En el partido que cerraba la fecha, Boca y Lanús igualaron 2-2 en la Bombonera, un resultado que dejó con un sabor amargo a los dirigidos por Julio César Falcioni, ya que ganaban 2-0 y quedaba solo en lo más alto del Clausura. Pero, una vez más, los errores defensivos volvieron a aparecer, y el Granate los aprovechó para igualar el encuentro y dejar que Estudiantes se transforme en el nuevo líder del certamen.
En un primer tiempo que fue de menor a mayor, Lanús logró disputarle el control de la pelota en mitad de la cancha a Boca, pero ninguno podía llegar con claridad. Una claridad que sí aparecía cuando entraba en contacto con el balón Riquelme. El enganche Xeneize comenzó a encontrar espacios a las espaldas del doble cinco compuesto por Fritzler y Pizarro, y en un gran nivel, comenzó a manejar los hilos de su equipo. A partir de la circulación de pelota de Román, Boca era superior a su rival y en los últimos minutos de la primera mitad conseguía impactar esa diferencia en el resultado.
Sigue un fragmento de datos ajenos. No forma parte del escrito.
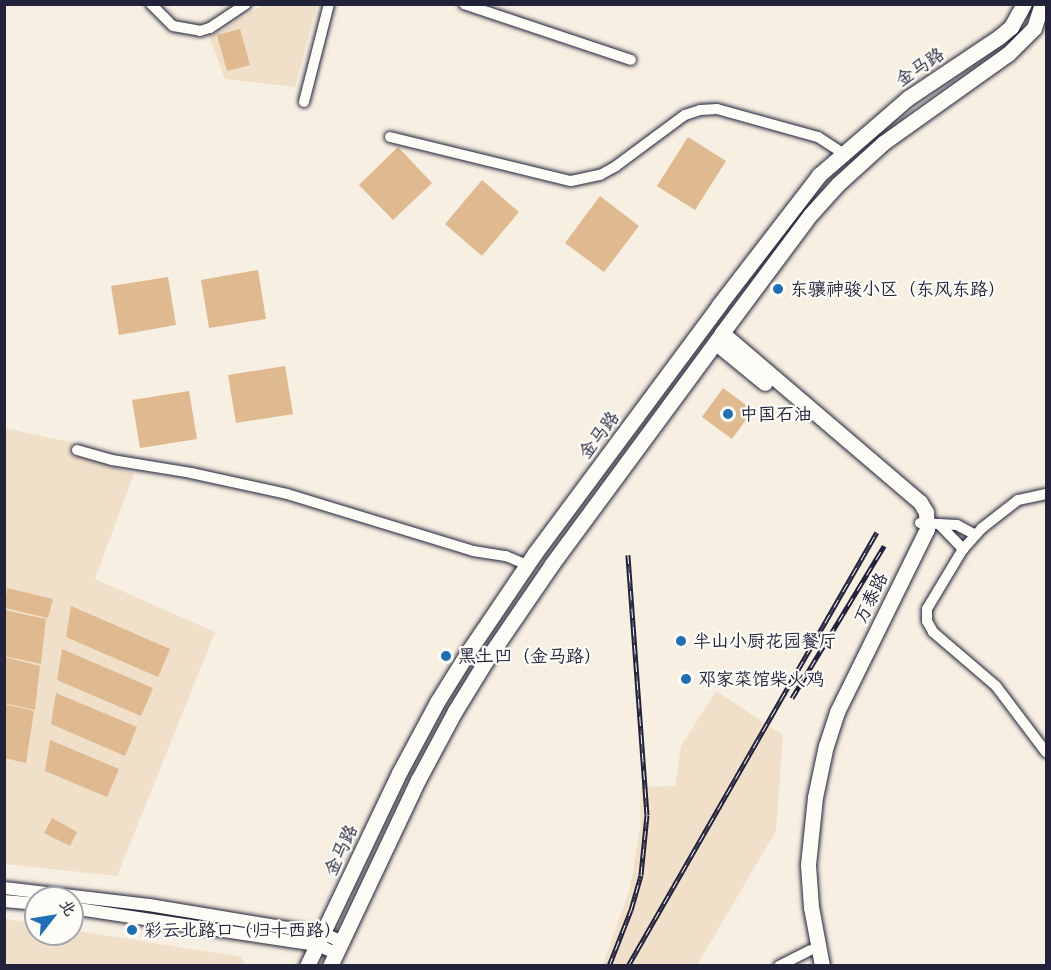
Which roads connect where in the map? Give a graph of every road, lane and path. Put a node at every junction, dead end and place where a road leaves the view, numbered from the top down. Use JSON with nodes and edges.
{"nodes":[{"id":1,"x":151,"y":4,"type":"edge"},
{"id":2,"x":246,"y":4,"type":"edge"},
{"id":3,"x":329,"y":4,"type":"edge"},
{"id":4,"x":465,"y":4,"type":"edge"},
{"id":5,"x":1023,"y":7,"type":"edge"},
{"id":6,"x":1043,"y":9,"type":"edge"},
{"id":7,"x":631,"y":60,"type":"dead end"},
{"id":8,"x":304,"y":102,"type":"dead end"},
{"id":9,"x":390,"y":137,"type":"dead end"},
{"id":10,"x":843,"y":153,"type":"junction"},
{"id":11,"x":719,"y":338,"type":"junction"},
{"id":12,"x":77,"y":450,"type":"dead end"},
{"id":13,"x":1047,"y":494,"type":"edge"},
{"id":14,"x":929,"y":523,"type":"junction"},
{"id":15,"x":976,"y":535,"type":"junction"},
{"id":16,"x":963,"y":549,"type":"junction"},
{"id":17,"x":527,"y":565,"type":"junction"},
{"id":18,"x":1047,"y":752,"type":"edge"},
{"id":19,"x":4,"y":888,"type":"edge"},
{"id":20,"x":4,"y":901,"type":"edge"},
{"id":21,"x":24,"y":903,"type":"edge"},
{"id":22,"x":84,"y":910,"type":"edge"},
{"id":23,"x":321,"y":940,"type":"junction"},
{"id":24,"x":337,"y":954,"type":"edge"},
{"id":25,"x":812,"y":958,"type":"edge"},
{"id":26,"x":307,"y":966,"type":"edge"},
{"id":27,"x":779,"y":966,"type":"edge"},
{"id":28,"x":822,"y":966,"type":"edge"}],
"edges":[{"from":1,"to":2,"type":"street"},
{"from":3,"to":8,"type":"street"},
{"from":4,"to":7,"type":"street"},
{"from":5,"to":6,"type":"street"},
{"from":5,"to":10,"type":"main road","name":"金马路"},
{"from":6,"to":11,"type":"main road"},
{"from":9,"to":10,"type":"street"},
{"from":10,"to":17,"type":"main road","name":"金马路"},
{"from":11,"to":14,"type":"main road"},
{"from":11,"to":24,"type":"main road"},
{"from":12,"to":17,"type":"street"},
{"from":13,"to":15,"type":"street"},
{"from":14,"to":15,"type":"street"},
{"from":14,"to":16,"type":"street"},
{"from":14,"to":25,"type":"main road","name":"万泰路"},
{"from":14,"to":28,"type":"main road","name":"万泰路"},
{"from":15,"to":16,"type":"street"},
{"from":16,"to":18,"type":"street"},
{"from":17,"to":23,"type":"main road","name":"金马路"},
{"from":19,"to":23,"type":"street"},
{"from":20,"to":21,"type":"street"},
{"from":22,"to":23,"type":"street"},
{"from":23,"to":24,"type":"street"},
{"from":23,"to":26,"type":"main road","name":"金马路"},
{"from":25,"to":27,"type":"street"}]}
Lo mejor del primer tiempo llegaría en los tres minutos finales. Riquelme eludió a Pizarro llegando al área, y remató de media distancia generando el esfuerzo de Marchesín para mandar la pelota al córner. De ese tiro de esquina, Mouche tocó rápido con Román, éste se la devolvió al delantero, quién ensayó un centro que terminó metiéndose por el segundo palo para poner el 1-0. Dos minutos más tarde, Silva le devolvió a Riquelme una pared de taco, y tras un rebote de un disparo de Mouche, apareció nuevamente Román para poner el segundo gol poniéndola al lado del arquero de Lanús,
Pero cuando parecía que Boca se iba al descanso con una ventaja cómoda, volvieron a aparecer los problemas defensivos del equipo de Falcioni. A los 42 minutos, solo un minuto después del gol de Riquelme, Araujo disparo un centro cruzado que encontró a un solitario Pavone por el fondo, y con un cabezazo puso el 1-2 para darle esperanza al Granate y para dejar en evidencia que Boca ya no es ese equipo sólido que supo ser campeón en el Apertura pasado. Sobre el final, Camoranesi manejó una contra y habilitó a Valeri, pero el volante definió al cuerpo de Orión y así llegaba el final del primer tiempo.

El segundo tiempo comenzó de manera frenética, con Boca yendo por más y con Lanús buscando el empate. Y en ese pasaje, el que consiguió prevalecer fue el equipo de Schurrer. A los nueve minutos, Orión salió mal en un córner, Insaurralde perdió la marca, y Goltz cabeceó solo para igualar el encuentro.
Ahí Boca comenzó a jugar nervioso y de a poco fue perdiendo la cabeza. Un reflejo fue lo que pasó después con la expulsión de Clemente por protestarle de más a Pezzotta. Lanús, algo tibio, atacó y pudo liquidarlo, pero no tuvo la suficiente decisión para llevarse la victoria de la Bombonera.

A Boca se lo notaba bastante cansado, Riquelme ya no pesaba en el juego y Silva –continúa sin convertir- estaba muy solo arriba tras la salida de Mouche en lugar de Chávez. El empate fue cayendo bien, por más de esa sensación de que tenía todo para ganar por la ventaja de dos goles.
El conjunto de Falcioni estuvo en la punta por unos minutos, pero Lanús supo pulverizar la solidez defensiva del campeón y lo bajó de un hondazo para cederle la punta a Estudiantes. El domingo que viene (luego de enfrentar a Arsenal por Copa Libertadores el jueves) el Xeneize visitará al Pincha, para intentar treparse a lo más alto.